= How to complete this task =
From the listing below, extract every line in which the word "Sokak" appears.

= Dataset records =
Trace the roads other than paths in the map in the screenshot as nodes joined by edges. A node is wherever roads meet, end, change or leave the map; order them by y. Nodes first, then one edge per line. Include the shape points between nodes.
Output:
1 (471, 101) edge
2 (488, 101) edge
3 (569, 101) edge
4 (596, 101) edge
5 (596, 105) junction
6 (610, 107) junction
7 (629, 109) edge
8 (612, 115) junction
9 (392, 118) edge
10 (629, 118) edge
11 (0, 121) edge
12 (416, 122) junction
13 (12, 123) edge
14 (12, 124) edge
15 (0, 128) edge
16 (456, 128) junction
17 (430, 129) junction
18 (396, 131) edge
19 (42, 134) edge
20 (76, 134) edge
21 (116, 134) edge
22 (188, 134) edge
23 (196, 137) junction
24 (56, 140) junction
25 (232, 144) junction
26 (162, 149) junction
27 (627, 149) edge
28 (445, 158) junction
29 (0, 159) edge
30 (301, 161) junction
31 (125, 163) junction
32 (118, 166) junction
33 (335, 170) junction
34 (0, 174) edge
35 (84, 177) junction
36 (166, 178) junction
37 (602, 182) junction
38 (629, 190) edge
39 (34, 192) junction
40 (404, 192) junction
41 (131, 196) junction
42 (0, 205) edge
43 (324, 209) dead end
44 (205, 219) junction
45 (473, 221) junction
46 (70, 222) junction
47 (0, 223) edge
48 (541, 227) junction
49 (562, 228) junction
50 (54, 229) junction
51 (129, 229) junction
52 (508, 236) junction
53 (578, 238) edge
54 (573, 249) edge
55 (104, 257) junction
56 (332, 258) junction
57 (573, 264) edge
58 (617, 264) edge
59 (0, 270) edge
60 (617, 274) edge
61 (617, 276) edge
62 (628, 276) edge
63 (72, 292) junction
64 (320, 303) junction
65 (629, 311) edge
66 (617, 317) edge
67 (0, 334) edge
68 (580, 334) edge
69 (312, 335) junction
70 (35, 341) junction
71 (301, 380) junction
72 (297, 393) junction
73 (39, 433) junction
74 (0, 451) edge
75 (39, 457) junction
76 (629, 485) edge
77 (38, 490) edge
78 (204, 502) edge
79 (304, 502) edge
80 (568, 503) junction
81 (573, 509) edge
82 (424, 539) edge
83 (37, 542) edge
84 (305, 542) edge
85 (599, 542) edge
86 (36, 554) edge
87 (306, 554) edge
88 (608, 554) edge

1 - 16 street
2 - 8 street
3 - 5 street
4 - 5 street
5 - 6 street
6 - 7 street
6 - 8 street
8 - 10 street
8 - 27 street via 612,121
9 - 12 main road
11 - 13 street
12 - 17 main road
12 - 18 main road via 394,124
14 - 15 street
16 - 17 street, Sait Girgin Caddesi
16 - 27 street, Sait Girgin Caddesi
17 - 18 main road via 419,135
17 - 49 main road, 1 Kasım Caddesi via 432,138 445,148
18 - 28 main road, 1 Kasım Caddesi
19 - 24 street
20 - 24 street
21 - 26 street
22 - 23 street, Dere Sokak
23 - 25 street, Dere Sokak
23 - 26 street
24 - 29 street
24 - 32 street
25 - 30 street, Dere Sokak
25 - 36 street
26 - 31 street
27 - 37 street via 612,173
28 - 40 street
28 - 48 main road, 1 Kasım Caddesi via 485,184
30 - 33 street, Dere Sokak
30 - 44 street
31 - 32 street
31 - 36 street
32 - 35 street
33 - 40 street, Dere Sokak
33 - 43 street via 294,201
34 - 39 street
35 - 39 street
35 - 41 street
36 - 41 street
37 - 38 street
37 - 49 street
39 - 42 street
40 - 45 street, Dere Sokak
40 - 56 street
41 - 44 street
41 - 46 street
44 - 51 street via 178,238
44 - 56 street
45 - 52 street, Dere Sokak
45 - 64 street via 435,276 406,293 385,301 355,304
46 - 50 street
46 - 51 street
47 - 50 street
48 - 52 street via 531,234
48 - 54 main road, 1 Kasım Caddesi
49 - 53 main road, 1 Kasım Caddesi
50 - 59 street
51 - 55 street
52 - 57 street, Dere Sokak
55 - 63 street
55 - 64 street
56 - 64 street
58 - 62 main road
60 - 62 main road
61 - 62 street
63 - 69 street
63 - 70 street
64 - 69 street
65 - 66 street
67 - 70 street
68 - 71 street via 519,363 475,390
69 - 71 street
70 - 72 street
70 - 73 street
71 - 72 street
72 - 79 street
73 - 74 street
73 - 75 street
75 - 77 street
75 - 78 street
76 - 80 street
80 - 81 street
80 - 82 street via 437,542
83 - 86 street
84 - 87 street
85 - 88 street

= Result of the task =
22 - 23 street, Dere Sokak
23 - 25 street, Dere Sokak
25 - 30 street, Dere Sokak
30 - 33 street, Dere Sokak
33 - 40 street, Dere Sokak
40 - 45 street, Dere Sokak
45 - 52 street, Dere Sokak
52 - 57 street, Dere Sokak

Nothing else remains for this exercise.